Task requirements
Whenever a line in the data holds the string "where", pull that line out.

::: Provided material :::

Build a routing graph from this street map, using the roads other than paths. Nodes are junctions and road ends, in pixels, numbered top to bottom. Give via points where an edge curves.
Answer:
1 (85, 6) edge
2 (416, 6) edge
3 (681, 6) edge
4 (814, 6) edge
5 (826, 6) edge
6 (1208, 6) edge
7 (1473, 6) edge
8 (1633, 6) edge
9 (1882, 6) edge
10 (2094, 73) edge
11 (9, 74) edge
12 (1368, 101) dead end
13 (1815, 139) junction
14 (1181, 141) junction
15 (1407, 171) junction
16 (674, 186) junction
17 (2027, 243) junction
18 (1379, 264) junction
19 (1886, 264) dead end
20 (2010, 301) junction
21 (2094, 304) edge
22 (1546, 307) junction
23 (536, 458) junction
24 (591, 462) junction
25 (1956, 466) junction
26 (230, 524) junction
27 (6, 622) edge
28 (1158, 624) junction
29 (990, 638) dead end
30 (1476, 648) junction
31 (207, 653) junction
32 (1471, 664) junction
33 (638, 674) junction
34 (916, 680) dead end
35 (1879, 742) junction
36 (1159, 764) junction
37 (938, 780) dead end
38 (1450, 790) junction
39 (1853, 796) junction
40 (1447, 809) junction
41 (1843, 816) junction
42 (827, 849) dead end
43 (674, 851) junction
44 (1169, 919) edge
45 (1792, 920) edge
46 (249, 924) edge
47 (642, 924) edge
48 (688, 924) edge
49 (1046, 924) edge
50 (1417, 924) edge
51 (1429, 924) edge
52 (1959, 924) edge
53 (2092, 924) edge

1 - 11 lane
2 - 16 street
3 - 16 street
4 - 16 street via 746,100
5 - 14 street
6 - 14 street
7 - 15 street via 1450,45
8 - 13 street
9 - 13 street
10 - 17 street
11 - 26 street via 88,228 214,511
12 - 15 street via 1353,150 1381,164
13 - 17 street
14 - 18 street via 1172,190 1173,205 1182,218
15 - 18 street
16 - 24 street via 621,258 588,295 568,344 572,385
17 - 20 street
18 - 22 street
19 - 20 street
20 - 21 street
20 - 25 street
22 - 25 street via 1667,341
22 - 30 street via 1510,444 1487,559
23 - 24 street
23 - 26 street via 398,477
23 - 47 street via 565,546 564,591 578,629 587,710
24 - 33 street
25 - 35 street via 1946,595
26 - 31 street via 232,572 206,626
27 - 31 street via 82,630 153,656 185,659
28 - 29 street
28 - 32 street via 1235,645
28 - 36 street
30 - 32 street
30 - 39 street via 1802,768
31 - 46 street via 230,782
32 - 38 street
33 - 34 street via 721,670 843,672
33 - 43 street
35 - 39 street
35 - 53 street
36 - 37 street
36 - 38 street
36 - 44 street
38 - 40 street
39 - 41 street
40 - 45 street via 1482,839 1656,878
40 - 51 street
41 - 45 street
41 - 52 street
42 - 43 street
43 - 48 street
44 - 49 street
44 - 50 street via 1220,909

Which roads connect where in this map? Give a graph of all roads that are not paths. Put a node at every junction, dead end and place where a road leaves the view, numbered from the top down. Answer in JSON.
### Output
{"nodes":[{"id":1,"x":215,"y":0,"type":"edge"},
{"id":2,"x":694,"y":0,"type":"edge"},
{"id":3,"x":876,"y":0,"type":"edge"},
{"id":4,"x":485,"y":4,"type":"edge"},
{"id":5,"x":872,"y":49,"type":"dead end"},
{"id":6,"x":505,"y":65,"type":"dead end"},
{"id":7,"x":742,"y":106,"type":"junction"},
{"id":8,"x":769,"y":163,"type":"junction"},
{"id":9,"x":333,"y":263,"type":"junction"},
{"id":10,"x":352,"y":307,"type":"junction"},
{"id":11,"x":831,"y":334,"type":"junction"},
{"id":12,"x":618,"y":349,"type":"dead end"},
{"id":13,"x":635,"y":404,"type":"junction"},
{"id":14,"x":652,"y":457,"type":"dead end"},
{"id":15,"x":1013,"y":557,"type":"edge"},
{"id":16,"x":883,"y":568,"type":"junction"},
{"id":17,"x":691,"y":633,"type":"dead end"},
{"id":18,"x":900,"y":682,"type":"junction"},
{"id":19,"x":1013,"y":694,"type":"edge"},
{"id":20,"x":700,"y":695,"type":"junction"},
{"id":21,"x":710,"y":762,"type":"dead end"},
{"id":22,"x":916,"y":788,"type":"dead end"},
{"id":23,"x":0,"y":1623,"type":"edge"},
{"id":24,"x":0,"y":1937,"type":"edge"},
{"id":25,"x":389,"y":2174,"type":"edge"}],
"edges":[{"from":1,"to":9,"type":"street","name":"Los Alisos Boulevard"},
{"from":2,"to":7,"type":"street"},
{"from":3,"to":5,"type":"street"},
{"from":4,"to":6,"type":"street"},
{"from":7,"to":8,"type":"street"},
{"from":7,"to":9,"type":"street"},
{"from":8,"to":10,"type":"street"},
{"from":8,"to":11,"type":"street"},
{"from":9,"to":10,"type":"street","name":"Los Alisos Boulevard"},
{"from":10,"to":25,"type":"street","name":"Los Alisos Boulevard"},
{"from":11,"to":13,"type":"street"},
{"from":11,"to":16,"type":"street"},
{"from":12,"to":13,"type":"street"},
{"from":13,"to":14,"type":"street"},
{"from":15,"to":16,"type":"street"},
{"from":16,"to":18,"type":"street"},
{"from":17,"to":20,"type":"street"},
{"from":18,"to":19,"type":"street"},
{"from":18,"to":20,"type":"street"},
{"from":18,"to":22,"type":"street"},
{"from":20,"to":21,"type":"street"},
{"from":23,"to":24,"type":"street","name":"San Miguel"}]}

:::

Task response
Build a routing graph from this street map, using the roads other than paths. Nodes are junctions and road ends, in pixels, numbered top to bottom. Give via points where an edge curves.
Which roads connect where in this map? Give a graph of all roads that are not paths. Put a node at every junction, dead end and place where a road leaves the view, numbered from the top down. Answer in JSON.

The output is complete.